(Source data)
═══
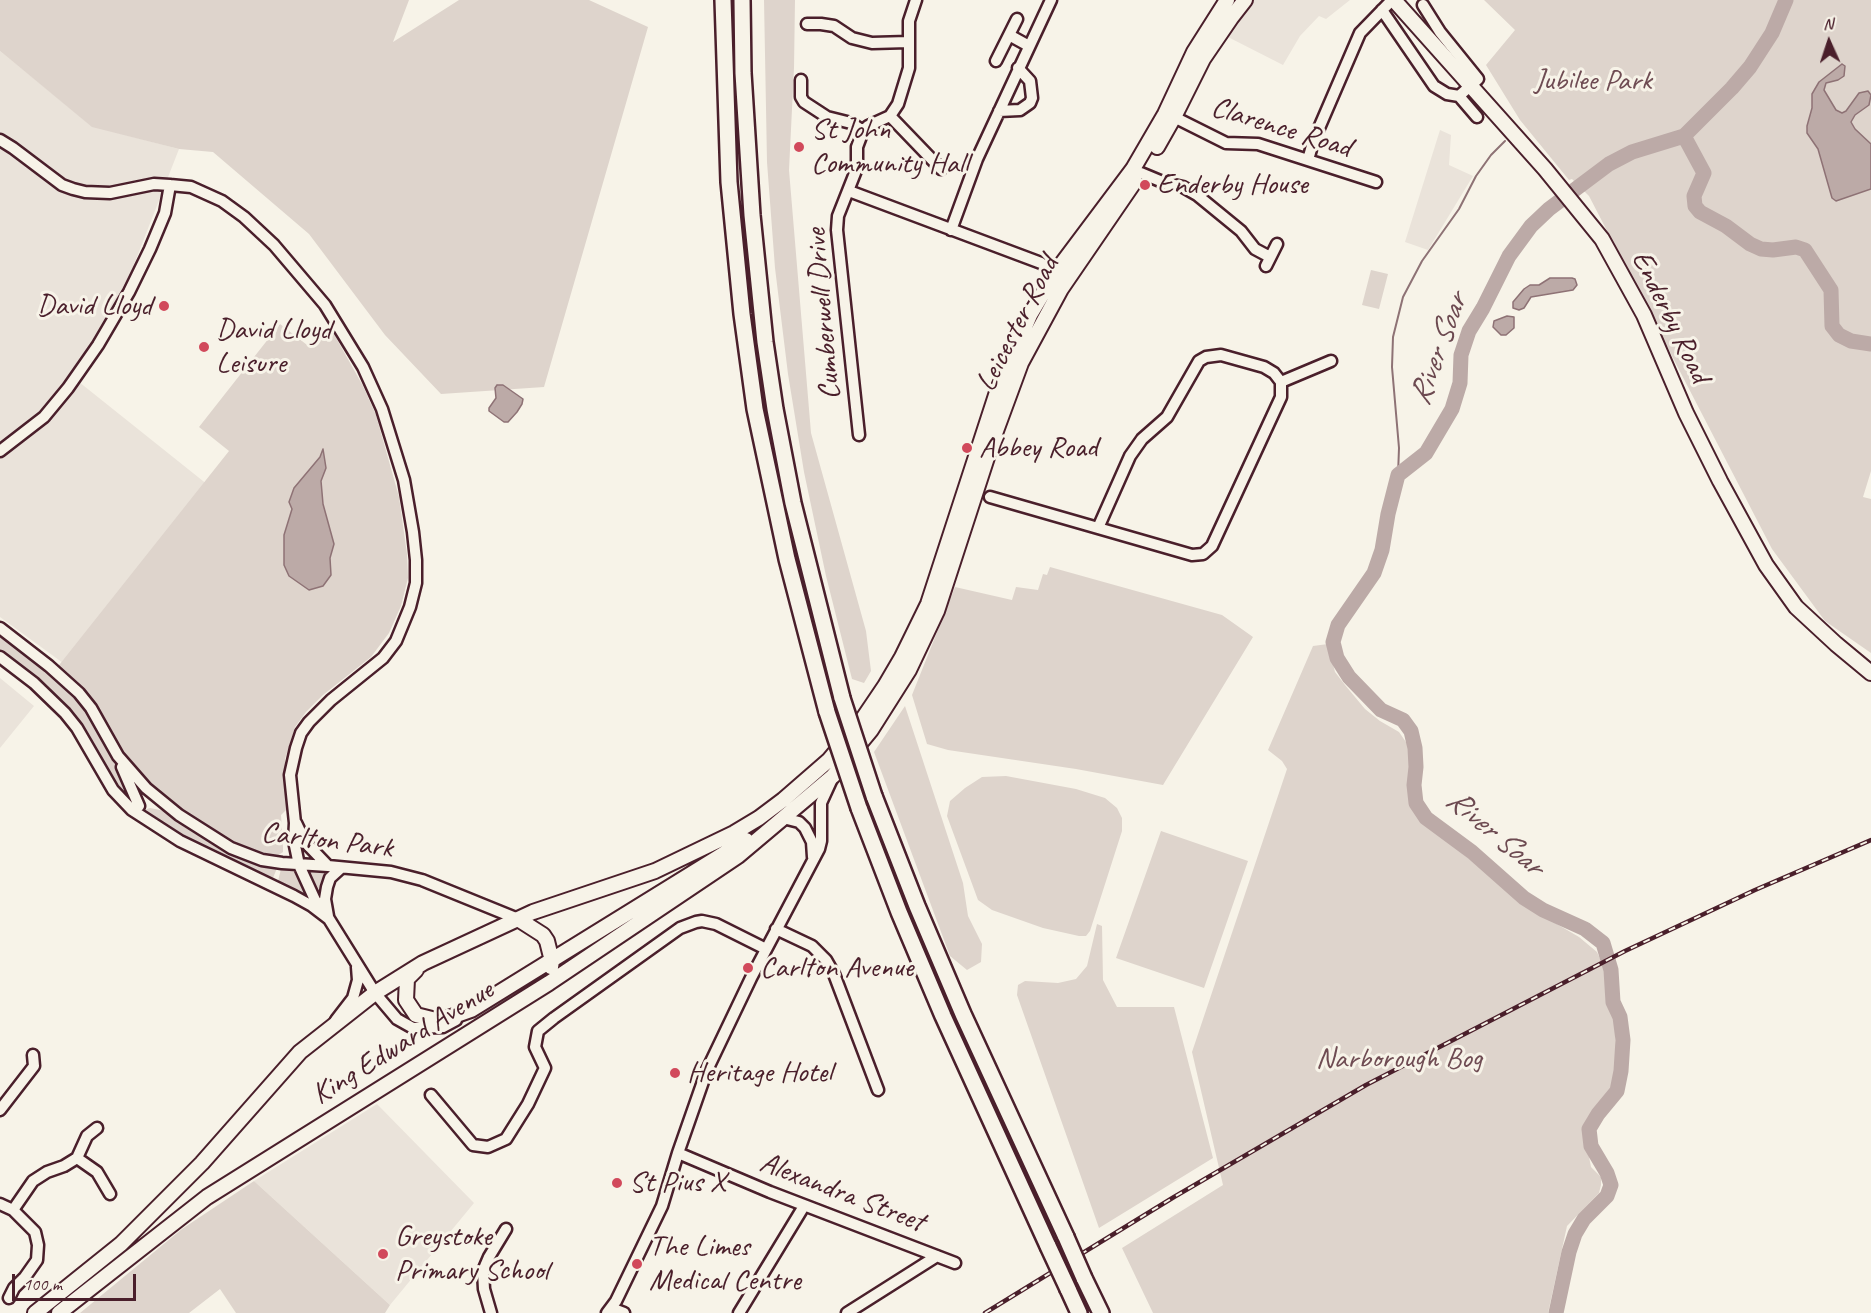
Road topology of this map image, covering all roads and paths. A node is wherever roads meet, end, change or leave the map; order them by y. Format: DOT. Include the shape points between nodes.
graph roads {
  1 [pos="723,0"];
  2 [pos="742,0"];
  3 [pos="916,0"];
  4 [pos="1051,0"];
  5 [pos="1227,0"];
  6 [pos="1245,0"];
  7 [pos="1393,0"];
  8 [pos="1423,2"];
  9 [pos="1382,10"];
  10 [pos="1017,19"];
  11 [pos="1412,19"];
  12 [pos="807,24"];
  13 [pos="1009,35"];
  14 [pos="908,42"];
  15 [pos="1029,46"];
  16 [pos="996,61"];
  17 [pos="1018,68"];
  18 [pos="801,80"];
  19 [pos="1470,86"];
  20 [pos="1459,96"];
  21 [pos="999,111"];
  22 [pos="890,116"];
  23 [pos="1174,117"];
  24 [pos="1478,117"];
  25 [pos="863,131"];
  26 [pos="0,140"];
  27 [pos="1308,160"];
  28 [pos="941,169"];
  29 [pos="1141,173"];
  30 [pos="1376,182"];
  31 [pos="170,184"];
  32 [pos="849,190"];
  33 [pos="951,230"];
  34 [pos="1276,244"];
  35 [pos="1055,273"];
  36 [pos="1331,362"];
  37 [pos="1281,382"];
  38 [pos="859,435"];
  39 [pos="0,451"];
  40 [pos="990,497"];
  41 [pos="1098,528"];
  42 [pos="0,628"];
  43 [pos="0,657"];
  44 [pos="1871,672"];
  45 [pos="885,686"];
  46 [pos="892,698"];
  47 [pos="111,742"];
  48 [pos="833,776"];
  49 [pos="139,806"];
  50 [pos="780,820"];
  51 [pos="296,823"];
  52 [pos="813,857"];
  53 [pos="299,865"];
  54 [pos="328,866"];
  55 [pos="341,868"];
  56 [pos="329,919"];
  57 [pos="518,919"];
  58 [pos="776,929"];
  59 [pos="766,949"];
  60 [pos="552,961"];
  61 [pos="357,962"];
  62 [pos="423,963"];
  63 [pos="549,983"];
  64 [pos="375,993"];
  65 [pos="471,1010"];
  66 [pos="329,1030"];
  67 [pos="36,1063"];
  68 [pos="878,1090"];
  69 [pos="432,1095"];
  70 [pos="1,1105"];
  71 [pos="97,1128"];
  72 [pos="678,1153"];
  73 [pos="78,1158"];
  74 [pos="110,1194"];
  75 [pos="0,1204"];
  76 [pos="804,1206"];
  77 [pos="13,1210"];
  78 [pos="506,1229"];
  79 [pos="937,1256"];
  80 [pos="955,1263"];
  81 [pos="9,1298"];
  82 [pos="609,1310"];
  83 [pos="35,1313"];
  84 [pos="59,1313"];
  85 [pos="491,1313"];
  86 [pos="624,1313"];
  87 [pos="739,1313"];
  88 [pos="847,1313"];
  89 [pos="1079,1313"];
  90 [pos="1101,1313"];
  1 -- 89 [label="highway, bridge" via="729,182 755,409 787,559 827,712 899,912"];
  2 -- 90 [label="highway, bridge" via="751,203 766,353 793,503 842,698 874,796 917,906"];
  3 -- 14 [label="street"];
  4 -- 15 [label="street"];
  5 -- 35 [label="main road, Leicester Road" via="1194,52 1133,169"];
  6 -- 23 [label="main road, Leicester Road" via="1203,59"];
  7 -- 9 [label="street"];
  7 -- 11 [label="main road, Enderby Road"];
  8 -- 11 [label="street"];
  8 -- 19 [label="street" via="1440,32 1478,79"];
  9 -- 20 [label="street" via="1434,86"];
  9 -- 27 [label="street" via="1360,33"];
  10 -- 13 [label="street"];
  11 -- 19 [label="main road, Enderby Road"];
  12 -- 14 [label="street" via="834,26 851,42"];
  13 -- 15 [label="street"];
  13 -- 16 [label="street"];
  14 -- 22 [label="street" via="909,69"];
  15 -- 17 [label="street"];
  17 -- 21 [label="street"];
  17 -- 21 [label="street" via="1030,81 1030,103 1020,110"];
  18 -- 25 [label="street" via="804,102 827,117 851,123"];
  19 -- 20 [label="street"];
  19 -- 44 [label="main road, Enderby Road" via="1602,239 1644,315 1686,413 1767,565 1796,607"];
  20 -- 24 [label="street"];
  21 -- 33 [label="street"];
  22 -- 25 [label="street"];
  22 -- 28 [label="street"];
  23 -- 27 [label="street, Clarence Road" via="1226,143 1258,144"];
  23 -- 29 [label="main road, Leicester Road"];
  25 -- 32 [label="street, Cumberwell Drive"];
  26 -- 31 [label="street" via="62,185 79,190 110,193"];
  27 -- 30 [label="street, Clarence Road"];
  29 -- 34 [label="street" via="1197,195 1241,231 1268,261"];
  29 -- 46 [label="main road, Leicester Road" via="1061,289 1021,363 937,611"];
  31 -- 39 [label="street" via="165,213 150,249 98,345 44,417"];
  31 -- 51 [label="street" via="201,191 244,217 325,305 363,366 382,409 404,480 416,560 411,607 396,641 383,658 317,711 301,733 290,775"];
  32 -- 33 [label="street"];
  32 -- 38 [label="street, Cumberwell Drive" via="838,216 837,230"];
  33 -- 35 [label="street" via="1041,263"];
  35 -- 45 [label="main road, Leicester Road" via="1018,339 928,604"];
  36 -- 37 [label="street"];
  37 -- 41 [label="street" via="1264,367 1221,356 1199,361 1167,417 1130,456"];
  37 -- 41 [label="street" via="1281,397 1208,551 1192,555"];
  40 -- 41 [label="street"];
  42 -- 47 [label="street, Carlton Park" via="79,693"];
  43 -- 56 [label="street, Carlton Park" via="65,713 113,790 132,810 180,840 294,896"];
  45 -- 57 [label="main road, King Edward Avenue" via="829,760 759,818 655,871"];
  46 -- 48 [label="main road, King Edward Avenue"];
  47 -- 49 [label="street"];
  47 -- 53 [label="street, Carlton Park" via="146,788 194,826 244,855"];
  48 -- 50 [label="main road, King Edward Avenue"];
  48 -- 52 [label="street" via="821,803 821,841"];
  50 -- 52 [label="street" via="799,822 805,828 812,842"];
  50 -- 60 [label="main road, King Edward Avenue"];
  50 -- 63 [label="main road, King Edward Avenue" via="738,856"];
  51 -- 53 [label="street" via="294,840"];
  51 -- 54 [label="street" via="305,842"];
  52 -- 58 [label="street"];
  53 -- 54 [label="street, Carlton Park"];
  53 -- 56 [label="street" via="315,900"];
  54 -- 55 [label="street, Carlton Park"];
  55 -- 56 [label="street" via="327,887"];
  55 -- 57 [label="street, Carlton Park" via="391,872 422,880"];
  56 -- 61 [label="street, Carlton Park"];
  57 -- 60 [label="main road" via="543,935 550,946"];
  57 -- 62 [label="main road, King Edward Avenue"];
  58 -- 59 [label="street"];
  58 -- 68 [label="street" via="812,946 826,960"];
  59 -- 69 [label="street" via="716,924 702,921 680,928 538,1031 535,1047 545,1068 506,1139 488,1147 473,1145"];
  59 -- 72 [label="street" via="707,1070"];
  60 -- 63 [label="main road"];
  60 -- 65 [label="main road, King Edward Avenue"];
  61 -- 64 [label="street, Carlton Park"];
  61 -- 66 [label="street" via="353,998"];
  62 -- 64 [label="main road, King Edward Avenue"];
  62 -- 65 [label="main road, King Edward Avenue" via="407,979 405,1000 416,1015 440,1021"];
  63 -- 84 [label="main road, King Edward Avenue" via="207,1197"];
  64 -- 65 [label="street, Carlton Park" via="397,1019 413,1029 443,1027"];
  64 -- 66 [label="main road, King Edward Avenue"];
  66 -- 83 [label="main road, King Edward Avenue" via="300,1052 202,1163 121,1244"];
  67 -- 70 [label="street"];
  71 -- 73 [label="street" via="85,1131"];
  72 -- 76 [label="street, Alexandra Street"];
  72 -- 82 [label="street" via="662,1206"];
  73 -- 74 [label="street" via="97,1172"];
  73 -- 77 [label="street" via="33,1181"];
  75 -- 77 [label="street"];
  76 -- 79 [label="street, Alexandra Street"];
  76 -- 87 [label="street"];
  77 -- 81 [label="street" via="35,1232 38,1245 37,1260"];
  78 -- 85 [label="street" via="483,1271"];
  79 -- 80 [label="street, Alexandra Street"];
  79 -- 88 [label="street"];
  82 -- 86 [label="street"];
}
═══
» Work order
Line by line, count how many lines of the entries contain the word "Drive", and give only that number.

» Solution to this exercise
2